Saved entries
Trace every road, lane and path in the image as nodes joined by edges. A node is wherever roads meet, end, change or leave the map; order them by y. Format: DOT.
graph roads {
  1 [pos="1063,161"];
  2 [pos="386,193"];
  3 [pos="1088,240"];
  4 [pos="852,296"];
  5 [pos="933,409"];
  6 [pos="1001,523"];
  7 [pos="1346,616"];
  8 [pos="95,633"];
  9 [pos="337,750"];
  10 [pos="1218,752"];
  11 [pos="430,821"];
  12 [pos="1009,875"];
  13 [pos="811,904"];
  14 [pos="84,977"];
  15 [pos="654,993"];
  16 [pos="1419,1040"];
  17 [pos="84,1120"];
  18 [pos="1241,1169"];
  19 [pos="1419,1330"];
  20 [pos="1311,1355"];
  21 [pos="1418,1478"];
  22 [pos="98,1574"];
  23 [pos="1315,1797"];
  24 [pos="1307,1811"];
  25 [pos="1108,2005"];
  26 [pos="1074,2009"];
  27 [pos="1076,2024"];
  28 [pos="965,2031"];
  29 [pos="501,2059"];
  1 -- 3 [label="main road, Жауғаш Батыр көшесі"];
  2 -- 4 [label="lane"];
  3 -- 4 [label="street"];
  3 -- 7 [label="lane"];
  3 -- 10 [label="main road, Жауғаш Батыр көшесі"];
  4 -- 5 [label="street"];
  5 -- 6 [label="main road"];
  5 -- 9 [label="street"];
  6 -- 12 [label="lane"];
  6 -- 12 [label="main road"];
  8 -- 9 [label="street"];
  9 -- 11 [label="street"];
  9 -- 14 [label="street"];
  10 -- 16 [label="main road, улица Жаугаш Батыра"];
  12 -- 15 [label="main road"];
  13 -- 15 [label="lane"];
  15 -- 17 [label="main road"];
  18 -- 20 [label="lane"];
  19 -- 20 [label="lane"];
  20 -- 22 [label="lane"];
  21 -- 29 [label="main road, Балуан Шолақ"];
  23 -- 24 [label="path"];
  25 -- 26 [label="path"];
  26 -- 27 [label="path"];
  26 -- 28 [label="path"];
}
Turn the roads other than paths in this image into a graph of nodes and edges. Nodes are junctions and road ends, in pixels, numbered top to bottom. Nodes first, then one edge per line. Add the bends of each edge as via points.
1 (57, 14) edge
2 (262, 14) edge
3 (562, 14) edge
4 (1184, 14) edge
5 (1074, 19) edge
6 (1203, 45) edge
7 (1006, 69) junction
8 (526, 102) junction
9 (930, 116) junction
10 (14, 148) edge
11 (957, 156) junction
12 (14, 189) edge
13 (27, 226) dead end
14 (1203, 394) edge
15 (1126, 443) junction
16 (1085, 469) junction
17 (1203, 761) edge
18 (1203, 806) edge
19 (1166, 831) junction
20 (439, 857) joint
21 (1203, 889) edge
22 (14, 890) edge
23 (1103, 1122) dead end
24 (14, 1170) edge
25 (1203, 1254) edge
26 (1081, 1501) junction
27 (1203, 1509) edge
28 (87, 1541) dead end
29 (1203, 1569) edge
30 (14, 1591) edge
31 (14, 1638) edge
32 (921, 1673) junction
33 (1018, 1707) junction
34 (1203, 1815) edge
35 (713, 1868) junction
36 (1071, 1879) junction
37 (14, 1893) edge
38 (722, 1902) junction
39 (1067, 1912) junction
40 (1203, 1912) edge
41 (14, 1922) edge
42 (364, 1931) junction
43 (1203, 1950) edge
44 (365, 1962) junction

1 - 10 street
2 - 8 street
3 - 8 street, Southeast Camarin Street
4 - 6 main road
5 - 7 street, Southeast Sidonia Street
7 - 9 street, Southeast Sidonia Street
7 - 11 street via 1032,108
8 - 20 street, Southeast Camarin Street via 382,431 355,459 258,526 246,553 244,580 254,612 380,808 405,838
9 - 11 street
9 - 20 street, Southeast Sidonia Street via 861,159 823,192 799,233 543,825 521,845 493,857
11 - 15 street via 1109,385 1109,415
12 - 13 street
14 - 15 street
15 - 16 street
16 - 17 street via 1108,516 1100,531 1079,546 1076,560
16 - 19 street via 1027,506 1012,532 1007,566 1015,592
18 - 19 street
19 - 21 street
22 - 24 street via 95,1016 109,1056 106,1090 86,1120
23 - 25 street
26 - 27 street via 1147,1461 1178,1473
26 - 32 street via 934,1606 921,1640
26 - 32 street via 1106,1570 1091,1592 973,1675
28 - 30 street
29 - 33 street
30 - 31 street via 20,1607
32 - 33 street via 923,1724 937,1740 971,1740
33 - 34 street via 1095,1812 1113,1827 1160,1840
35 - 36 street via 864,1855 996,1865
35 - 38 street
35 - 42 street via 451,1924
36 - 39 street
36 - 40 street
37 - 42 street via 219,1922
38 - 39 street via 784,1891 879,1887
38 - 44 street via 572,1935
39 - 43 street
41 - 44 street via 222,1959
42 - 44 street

[Work instruction]
In the entries above, find each line with the word "graph" and copy it.

[Exercise output]
graph roads {
Turn the roads other than paths in this image into a graph of nodes and edges. Nodes are junctions and road ends, in pixels, numbered top to bottom. Nodes first, then one edge per line. Add the bends of each edge as via points.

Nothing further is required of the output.